→ What to work on
Only one thing is required: the number of lines in the entries below that contain "roads".

→ Data for this task
= Beginning of Section =

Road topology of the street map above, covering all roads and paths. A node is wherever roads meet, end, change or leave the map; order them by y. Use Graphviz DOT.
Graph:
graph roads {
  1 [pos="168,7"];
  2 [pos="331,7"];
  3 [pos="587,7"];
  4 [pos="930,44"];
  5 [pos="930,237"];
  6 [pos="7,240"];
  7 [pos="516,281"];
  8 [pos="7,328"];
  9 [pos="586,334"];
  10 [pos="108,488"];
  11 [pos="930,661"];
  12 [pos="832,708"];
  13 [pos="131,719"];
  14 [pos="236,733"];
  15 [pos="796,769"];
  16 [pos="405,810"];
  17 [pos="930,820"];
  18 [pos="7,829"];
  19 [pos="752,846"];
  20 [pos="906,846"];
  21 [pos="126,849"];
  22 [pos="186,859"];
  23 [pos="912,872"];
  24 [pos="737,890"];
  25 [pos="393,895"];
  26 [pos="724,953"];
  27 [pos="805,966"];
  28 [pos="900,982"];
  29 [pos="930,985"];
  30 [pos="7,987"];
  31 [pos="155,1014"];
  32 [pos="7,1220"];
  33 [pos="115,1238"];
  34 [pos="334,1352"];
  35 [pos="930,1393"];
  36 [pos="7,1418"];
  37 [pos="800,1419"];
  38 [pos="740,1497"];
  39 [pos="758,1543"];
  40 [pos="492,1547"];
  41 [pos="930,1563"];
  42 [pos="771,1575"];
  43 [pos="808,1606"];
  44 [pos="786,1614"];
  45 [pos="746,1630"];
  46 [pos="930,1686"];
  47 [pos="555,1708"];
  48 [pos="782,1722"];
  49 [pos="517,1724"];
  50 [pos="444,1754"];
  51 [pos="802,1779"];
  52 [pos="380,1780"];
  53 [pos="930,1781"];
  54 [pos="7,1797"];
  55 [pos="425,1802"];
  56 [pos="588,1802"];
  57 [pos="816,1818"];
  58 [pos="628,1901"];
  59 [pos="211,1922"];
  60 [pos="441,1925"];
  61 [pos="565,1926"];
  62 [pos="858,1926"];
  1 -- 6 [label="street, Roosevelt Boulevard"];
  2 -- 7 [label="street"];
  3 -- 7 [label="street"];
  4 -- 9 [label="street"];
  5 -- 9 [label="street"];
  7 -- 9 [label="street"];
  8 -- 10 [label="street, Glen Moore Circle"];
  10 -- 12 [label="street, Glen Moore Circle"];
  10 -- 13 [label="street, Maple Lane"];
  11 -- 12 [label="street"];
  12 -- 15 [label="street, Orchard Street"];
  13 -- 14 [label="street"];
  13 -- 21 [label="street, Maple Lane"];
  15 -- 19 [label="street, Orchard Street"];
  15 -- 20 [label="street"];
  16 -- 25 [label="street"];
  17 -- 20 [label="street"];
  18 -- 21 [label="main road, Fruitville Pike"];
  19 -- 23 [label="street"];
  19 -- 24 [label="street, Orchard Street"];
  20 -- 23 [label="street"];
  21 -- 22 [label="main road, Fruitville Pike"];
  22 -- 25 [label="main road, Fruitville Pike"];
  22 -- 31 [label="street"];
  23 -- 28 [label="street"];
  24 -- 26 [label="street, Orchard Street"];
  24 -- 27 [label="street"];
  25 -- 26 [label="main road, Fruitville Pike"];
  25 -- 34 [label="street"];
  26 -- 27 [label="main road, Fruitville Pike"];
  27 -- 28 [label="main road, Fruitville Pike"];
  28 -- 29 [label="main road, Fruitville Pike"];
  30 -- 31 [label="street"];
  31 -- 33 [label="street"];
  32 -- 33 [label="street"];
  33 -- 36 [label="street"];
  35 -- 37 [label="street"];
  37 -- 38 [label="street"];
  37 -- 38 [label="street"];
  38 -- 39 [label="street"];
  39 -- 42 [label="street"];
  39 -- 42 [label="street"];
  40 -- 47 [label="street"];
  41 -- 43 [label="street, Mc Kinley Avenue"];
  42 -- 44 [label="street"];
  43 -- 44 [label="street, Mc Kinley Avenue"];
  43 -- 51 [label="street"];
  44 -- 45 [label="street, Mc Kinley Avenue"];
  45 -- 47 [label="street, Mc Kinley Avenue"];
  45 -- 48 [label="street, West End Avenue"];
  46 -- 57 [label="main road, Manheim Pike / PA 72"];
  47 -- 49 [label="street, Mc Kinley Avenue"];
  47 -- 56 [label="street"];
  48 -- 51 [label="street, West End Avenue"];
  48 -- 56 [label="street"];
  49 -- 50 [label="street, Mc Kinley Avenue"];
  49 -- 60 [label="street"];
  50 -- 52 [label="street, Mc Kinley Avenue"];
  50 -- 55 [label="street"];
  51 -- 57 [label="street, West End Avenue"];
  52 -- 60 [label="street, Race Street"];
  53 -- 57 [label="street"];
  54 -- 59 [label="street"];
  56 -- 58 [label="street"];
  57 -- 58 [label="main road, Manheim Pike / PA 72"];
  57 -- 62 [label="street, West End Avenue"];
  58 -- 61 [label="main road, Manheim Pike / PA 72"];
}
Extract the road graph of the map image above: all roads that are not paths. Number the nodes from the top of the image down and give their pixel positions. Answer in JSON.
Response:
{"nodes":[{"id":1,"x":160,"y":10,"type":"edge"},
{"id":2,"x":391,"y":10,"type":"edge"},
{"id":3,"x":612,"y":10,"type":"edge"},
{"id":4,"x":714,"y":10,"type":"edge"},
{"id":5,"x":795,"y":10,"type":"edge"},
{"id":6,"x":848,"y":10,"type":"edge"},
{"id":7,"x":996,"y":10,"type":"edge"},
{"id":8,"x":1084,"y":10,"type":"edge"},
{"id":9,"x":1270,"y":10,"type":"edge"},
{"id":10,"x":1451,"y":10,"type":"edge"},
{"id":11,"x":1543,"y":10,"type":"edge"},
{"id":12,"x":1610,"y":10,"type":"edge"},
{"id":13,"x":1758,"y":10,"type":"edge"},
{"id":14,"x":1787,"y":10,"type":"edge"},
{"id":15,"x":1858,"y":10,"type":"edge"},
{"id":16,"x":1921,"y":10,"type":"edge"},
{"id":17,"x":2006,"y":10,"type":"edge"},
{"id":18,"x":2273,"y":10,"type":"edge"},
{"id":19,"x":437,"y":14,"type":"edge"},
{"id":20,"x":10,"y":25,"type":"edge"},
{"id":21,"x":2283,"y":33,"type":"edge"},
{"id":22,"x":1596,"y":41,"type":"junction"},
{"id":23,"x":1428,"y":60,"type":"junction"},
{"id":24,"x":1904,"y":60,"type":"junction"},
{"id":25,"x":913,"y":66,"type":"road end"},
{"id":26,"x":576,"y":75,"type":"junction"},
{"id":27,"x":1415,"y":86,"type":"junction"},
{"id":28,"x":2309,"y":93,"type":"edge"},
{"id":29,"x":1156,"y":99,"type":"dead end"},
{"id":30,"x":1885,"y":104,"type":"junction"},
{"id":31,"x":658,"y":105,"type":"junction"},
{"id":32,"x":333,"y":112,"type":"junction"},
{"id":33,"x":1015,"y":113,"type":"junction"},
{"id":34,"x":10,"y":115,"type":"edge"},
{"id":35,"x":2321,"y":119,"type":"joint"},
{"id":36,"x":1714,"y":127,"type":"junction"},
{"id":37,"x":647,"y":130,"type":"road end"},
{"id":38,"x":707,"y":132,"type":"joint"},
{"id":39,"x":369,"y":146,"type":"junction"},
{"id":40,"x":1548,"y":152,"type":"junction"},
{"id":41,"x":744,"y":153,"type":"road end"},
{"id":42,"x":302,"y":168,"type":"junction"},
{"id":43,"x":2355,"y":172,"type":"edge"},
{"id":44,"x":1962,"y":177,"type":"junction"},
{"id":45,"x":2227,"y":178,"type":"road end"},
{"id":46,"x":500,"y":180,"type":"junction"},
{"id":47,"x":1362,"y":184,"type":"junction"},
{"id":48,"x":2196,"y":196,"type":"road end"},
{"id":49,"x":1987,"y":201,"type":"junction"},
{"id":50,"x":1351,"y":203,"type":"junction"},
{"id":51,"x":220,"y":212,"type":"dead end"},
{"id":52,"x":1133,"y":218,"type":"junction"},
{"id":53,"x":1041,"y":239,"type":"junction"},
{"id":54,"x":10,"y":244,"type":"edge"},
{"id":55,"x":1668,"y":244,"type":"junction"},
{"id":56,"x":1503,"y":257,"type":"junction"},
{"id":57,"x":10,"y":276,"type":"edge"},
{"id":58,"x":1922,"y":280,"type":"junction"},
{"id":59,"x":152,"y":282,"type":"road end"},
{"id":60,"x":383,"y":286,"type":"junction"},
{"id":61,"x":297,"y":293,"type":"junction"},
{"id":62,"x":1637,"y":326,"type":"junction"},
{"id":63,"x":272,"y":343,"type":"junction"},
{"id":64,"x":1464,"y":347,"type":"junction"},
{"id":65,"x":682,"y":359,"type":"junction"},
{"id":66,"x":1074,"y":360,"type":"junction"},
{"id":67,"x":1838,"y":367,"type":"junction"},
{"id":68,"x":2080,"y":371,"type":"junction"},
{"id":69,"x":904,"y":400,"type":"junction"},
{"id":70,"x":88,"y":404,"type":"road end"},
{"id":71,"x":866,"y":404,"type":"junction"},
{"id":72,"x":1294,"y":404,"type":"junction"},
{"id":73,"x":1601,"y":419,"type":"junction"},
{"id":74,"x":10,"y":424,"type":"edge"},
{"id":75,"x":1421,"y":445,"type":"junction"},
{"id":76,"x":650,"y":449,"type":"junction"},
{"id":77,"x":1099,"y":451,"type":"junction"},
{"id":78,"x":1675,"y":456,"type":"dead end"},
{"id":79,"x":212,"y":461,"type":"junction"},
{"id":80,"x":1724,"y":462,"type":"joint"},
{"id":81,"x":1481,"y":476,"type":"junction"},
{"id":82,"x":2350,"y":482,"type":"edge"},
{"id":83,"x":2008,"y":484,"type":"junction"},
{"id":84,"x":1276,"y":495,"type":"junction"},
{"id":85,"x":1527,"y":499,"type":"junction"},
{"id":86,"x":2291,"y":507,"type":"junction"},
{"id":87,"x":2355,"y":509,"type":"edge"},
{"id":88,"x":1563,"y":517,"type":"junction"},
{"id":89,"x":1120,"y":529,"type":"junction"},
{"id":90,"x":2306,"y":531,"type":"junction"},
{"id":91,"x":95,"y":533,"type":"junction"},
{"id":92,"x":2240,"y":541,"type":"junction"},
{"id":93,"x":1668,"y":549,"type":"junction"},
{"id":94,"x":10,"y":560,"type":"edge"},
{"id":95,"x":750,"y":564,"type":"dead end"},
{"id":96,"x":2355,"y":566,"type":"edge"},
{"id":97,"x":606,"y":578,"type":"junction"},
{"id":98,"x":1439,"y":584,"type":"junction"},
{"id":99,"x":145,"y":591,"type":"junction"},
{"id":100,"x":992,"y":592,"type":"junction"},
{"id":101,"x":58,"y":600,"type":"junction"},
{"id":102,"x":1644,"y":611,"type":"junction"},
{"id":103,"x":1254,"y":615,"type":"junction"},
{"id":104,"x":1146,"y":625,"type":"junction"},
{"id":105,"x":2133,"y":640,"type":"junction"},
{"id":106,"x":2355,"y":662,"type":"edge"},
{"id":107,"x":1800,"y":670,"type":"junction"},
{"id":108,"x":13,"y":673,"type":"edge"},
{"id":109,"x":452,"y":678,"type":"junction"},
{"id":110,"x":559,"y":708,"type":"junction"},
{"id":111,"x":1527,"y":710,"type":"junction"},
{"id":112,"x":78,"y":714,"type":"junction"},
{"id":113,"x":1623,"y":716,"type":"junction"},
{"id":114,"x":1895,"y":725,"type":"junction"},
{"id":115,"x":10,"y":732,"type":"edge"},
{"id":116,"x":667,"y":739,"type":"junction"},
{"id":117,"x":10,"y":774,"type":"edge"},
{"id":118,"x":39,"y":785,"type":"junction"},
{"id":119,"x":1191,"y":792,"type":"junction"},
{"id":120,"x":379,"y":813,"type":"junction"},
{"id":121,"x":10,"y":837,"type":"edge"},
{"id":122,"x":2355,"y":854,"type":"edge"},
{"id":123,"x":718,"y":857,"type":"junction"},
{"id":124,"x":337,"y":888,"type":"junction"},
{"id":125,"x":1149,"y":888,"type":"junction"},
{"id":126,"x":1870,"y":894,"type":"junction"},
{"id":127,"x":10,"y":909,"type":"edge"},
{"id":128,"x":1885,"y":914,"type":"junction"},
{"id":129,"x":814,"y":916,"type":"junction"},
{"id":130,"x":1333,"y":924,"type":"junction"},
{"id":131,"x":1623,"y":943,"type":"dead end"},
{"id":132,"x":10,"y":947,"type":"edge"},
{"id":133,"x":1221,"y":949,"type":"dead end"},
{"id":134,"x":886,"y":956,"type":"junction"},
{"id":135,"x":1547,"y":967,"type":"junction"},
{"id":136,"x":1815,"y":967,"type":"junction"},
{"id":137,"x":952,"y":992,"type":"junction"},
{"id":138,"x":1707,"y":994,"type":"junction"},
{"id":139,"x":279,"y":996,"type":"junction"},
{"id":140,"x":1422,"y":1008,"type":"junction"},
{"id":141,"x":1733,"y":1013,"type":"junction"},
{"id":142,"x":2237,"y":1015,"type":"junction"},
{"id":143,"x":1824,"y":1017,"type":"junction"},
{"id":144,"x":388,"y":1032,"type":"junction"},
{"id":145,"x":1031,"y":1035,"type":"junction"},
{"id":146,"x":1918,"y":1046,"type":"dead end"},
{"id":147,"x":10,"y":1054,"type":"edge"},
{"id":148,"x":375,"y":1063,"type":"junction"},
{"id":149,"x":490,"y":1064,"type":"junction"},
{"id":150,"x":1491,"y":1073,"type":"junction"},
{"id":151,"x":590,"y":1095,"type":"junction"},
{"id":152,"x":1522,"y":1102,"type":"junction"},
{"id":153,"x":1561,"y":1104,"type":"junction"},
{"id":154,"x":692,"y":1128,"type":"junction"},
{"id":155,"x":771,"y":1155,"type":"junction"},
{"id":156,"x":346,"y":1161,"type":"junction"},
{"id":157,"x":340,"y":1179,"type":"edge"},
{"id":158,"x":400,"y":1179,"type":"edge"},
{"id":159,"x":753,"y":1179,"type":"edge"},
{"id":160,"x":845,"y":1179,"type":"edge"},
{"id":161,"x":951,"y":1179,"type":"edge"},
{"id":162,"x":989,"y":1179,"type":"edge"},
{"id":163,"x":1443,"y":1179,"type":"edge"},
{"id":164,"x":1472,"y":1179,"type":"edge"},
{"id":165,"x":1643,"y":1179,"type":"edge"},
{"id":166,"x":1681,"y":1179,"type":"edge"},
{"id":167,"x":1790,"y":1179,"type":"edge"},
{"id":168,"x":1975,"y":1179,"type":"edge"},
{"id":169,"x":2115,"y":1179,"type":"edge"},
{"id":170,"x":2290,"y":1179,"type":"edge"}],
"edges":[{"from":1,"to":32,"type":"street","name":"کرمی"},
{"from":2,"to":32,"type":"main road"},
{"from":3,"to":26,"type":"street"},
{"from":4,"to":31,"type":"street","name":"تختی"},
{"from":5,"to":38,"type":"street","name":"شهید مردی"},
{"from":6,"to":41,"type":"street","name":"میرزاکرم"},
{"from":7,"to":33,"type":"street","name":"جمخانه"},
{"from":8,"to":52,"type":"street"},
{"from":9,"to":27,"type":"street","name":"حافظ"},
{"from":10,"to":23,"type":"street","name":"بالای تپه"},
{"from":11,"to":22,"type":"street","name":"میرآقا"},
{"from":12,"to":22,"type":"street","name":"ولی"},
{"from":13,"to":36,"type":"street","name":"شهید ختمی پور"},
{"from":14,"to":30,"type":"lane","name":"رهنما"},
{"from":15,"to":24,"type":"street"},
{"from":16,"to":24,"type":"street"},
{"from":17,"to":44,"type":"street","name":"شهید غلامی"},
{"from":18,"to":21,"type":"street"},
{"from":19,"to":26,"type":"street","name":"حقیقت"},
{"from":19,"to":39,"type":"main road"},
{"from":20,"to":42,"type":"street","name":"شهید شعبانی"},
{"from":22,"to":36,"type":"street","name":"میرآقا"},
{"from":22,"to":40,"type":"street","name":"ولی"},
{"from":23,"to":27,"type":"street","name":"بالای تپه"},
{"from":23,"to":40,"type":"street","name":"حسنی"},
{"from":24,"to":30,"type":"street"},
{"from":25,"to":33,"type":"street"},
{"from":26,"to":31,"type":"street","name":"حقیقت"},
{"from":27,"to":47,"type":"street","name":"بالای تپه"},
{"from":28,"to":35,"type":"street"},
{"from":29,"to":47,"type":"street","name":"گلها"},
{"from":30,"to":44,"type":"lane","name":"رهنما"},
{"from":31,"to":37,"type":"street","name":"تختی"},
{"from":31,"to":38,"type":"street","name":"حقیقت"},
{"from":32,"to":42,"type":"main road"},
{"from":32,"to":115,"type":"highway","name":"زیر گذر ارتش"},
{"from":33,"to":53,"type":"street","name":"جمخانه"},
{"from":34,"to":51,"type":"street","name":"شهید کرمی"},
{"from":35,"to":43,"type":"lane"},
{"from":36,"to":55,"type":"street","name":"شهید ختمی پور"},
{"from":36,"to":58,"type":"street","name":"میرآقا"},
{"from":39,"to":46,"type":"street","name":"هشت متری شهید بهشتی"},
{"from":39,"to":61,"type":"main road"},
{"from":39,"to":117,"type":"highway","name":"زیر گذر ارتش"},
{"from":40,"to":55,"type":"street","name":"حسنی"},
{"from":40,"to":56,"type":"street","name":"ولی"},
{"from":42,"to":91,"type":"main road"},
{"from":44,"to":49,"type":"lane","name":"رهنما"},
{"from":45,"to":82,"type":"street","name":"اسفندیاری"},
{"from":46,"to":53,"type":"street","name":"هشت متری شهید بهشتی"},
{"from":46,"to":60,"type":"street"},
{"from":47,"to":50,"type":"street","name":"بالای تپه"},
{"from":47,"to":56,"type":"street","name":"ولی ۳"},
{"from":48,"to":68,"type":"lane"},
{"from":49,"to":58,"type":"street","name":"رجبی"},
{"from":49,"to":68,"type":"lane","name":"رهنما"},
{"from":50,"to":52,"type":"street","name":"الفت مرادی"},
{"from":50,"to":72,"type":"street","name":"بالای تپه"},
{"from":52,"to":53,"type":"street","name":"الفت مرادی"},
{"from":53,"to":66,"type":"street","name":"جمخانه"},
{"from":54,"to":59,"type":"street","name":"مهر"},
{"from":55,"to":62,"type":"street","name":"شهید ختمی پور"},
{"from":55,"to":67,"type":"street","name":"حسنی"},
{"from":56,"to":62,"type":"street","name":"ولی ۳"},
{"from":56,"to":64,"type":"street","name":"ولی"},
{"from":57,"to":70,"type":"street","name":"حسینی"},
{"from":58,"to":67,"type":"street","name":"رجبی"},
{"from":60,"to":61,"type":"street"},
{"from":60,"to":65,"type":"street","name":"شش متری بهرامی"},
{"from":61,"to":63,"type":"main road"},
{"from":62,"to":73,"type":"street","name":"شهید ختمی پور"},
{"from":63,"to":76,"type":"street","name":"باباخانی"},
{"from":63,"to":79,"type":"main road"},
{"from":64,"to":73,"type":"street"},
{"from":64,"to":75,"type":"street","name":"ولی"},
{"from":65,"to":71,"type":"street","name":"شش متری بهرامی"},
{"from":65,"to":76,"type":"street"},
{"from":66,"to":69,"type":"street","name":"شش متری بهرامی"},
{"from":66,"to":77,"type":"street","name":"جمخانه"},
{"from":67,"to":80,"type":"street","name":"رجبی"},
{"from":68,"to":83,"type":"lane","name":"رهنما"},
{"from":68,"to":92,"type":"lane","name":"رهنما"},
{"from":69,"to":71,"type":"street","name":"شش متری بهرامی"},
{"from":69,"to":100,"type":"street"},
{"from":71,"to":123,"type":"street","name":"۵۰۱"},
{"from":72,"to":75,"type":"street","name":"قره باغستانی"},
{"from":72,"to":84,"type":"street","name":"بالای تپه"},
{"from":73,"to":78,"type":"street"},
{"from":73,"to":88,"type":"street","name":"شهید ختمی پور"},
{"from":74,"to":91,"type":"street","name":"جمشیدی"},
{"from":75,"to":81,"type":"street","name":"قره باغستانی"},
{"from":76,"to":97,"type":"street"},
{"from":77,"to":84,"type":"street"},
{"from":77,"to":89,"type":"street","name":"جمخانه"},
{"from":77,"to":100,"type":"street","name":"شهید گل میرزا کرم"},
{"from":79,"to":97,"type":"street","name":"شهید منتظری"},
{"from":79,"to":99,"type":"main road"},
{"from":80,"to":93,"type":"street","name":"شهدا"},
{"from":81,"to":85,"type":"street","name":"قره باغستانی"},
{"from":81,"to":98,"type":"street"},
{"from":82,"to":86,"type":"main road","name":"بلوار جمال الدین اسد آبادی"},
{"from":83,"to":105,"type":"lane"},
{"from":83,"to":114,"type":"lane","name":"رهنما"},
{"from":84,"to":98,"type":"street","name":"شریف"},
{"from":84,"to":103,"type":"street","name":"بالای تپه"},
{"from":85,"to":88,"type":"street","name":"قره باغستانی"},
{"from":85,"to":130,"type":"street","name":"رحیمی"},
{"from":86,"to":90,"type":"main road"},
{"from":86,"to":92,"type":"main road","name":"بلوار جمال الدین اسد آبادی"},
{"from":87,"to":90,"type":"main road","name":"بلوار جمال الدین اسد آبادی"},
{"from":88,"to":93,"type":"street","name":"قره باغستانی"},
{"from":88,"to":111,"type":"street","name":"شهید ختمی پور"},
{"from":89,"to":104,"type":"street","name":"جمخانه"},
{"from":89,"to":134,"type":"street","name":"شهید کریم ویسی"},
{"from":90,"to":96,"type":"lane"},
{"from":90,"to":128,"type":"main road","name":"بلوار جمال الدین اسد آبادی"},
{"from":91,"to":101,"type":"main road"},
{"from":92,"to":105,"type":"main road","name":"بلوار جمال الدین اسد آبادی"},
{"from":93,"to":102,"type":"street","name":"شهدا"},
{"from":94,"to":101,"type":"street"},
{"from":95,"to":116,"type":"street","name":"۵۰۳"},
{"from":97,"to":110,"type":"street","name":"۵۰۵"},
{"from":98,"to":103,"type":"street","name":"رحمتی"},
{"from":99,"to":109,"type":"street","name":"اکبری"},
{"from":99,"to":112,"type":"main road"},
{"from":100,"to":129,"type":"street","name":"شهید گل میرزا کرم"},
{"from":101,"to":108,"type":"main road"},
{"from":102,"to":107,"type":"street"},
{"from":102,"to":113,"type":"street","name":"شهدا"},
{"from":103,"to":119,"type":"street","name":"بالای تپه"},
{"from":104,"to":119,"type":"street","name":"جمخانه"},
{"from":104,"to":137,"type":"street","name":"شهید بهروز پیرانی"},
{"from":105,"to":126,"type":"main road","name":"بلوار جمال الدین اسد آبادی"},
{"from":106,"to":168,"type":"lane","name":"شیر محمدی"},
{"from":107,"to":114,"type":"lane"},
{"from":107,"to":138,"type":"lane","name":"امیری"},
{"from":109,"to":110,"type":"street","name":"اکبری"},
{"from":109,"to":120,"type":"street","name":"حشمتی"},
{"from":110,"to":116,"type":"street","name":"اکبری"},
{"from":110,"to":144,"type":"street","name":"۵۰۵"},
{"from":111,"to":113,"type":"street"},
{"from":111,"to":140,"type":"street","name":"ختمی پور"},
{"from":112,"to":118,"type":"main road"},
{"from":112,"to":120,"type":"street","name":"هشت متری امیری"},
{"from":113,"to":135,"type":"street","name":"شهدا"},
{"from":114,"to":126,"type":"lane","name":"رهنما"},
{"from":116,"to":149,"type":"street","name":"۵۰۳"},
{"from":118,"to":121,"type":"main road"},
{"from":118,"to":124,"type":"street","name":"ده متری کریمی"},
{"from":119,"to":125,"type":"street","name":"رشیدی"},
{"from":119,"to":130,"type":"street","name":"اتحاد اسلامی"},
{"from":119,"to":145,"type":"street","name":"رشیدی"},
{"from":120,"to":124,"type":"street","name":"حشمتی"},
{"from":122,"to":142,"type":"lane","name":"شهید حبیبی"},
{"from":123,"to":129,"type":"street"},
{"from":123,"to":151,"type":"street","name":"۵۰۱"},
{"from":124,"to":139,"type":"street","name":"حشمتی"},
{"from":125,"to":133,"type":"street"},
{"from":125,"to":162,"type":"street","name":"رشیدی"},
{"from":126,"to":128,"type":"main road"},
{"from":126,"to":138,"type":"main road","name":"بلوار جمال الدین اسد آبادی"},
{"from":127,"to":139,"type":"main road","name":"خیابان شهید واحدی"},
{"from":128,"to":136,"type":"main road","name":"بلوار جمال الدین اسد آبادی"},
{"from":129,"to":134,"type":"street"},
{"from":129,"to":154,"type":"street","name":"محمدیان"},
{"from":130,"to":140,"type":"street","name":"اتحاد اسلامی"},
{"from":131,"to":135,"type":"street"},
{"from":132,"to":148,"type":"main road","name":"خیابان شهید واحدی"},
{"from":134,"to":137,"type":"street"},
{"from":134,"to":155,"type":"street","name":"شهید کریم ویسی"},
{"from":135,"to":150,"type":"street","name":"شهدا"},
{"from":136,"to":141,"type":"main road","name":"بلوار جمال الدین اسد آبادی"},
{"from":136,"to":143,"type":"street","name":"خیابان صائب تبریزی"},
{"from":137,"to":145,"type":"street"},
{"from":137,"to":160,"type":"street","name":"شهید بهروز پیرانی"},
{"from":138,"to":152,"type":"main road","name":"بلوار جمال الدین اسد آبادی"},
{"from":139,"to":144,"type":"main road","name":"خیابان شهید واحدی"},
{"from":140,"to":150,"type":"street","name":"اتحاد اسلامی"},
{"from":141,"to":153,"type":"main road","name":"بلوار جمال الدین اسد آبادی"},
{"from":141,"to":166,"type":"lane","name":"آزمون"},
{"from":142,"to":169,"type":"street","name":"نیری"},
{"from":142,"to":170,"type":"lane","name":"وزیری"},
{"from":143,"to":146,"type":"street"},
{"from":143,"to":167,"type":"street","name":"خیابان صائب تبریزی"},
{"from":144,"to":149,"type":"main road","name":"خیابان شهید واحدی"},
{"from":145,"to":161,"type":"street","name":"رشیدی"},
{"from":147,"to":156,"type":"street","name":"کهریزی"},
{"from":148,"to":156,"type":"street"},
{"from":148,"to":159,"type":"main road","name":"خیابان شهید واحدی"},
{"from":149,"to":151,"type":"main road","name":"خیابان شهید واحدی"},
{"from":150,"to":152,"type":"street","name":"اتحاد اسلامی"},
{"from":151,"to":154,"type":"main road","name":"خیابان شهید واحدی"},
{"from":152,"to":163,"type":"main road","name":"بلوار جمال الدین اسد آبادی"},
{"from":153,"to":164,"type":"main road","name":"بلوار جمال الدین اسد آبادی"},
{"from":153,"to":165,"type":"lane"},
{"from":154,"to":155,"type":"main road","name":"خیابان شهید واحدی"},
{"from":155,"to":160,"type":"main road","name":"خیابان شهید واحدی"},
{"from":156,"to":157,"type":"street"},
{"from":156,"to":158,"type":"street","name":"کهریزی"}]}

= End of Section =

→ Written response
3